Attempt 1: Take a basis $e_1,\ldots,e_n$ of $\mathfrak{g}$, so that $U(\mathfrak{g})$ is generated by all terms of the form $e_1^{k_1} \cdots e_n^{k_n}$. Take two elements $x$ and $y$ in $U(\mathfrak{g})$, and suppose $x y = 0$. Our goal is to show that $x$ or $y$ is trivial. Thanks to Poincaré-Birkhoff-Witt, $x$ and $y$ are a finitely sum of the form $$x = \sum_{k_1,\ldots,k_n} a_{k_1\cdots k_n} e_1^{k_1} \cdots e_n^{k_n}$$ and $$y = \sum_{k_1,\ldots,k_n} b_{k_1 \cdots k_n} e_1^{k_1} \cdots e_n^{k_n}$$ We can then expand the product $xy$, and for each product of the form $$e_1^{k_1} \cdots e_n^{k_n} e_1^{k'_1} \cdots e_n^{k'_n}$$ we can use the rule $e_i e_j + e_j e_i = [e_i,e_j]$ finitely many times to find an expression of it with respect to the basis that PBW gives us. Working all this out, the expression for $xy$ entirely gets out of hand, and it is not at all clear that it won't vanish for non-trivial $x$ and $y$.

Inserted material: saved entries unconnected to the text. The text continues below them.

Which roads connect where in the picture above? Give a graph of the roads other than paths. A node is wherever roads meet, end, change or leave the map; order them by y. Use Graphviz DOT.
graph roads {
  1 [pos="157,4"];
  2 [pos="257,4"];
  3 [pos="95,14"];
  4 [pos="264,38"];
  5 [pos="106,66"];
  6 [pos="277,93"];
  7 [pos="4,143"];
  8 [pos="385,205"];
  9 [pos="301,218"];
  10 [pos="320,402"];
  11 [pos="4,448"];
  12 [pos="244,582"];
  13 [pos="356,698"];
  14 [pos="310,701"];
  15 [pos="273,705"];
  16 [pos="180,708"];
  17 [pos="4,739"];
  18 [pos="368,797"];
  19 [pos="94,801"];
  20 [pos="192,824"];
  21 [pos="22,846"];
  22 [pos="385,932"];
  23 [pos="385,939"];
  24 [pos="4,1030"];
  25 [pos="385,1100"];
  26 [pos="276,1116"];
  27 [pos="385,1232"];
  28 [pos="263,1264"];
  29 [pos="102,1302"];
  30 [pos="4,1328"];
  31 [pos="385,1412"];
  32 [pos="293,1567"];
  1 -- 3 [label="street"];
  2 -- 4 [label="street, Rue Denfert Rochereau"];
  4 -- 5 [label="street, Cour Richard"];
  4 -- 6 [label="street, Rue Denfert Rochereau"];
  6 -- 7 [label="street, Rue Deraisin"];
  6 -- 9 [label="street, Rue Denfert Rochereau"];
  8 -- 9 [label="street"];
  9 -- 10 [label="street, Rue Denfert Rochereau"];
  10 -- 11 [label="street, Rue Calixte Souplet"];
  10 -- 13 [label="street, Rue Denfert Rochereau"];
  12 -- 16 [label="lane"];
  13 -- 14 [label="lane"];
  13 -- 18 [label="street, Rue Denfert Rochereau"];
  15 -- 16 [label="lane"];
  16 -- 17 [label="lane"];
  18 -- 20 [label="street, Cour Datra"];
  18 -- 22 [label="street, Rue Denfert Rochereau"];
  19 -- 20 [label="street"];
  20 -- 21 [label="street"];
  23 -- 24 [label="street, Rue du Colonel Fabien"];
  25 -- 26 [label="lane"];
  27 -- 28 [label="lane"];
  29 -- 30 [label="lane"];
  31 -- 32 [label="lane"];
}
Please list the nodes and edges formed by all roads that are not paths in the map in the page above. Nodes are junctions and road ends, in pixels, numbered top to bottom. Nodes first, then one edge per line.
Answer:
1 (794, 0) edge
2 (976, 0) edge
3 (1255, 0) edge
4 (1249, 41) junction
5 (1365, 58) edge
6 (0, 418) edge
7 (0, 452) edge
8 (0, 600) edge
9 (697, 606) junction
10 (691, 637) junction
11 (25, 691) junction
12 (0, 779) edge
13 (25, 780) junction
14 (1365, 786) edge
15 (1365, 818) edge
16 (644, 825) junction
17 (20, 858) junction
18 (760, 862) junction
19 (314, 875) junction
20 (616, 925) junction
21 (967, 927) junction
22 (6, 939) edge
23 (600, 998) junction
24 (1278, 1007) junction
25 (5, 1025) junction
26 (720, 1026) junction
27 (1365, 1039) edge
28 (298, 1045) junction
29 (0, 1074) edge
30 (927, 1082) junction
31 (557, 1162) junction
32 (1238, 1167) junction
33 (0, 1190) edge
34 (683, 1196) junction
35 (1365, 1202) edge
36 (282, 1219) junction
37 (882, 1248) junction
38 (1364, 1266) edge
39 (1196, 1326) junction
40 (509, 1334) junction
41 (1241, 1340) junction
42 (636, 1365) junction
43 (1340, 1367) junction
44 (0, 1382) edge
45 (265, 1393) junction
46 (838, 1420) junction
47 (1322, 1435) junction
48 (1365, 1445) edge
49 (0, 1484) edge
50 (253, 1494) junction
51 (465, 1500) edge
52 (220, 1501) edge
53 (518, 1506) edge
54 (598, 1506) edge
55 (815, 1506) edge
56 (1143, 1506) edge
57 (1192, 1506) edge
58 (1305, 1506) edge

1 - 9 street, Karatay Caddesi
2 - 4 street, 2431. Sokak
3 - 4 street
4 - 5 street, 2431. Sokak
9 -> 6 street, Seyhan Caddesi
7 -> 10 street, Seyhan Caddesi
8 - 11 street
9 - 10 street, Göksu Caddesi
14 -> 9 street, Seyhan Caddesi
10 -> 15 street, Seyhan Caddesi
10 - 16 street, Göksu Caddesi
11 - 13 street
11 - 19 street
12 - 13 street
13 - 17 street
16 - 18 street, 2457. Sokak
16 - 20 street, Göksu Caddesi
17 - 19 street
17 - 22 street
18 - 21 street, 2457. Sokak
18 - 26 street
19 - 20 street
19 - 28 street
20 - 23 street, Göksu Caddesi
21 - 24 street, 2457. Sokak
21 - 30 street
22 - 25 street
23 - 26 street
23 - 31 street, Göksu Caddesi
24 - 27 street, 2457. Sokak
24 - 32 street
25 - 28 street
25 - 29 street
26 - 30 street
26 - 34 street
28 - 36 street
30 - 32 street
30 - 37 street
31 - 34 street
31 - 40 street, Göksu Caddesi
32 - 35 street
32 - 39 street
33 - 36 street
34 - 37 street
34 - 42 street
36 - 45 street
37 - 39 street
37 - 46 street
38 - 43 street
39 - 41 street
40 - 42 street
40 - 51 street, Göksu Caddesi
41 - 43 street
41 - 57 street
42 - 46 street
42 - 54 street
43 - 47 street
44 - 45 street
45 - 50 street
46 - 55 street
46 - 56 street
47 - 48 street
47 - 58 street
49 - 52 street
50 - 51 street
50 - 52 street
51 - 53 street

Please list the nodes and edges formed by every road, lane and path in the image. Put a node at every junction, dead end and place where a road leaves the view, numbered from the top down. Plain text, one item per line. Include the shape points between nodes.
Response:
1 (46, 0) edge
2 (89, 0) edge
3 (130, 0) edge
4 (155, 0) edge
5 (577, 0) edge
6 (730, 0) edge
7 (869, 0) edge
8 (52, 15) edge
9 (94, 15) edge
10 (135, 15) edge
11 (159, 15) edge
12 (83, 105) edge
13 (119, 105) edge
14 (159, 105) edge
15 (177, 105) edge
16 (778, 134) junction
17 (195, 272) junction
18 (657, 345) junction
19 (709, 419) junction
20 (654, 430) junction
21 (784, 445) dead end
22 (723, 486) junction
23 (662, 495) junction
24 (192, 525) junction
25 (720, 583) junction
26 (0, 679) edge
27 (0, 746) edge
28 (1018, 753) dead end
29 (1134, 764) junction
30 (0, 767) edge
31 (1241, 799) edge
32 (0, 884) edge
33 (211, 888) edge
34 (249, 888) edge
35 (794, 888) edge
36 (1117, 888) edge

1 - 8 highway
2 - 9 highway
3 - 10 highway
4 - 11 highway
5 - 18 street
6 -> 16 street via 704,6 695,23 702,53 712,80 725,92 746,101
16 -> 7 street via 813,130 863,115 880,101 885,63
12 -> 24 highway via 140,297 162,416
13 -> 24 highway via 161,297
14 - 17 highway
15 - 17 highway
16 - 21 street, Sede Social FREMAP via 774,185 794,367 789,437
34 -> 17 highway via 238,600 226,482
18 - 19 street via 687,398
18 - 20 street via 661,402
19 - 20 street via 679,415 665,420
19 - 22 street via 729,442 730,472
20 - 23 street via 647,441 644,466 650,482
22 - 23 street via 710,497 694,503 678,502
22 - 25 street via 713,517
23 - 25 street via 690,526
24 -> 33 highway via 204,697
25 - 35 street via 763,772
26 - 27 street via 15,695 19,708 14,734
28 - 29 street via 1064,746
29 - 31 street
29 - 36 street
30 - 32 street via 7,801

Attempt 2: It is often hinted that you should use the associated graded ring of $U(\mathfrak{g})$ in some way. Many times it is stated that, as a consequence of PBW, this graded ring is a polynomial ring, and that therefore there aren't zero divisors. Both logical steps elude me, and I have no idea how to proceed in this direction.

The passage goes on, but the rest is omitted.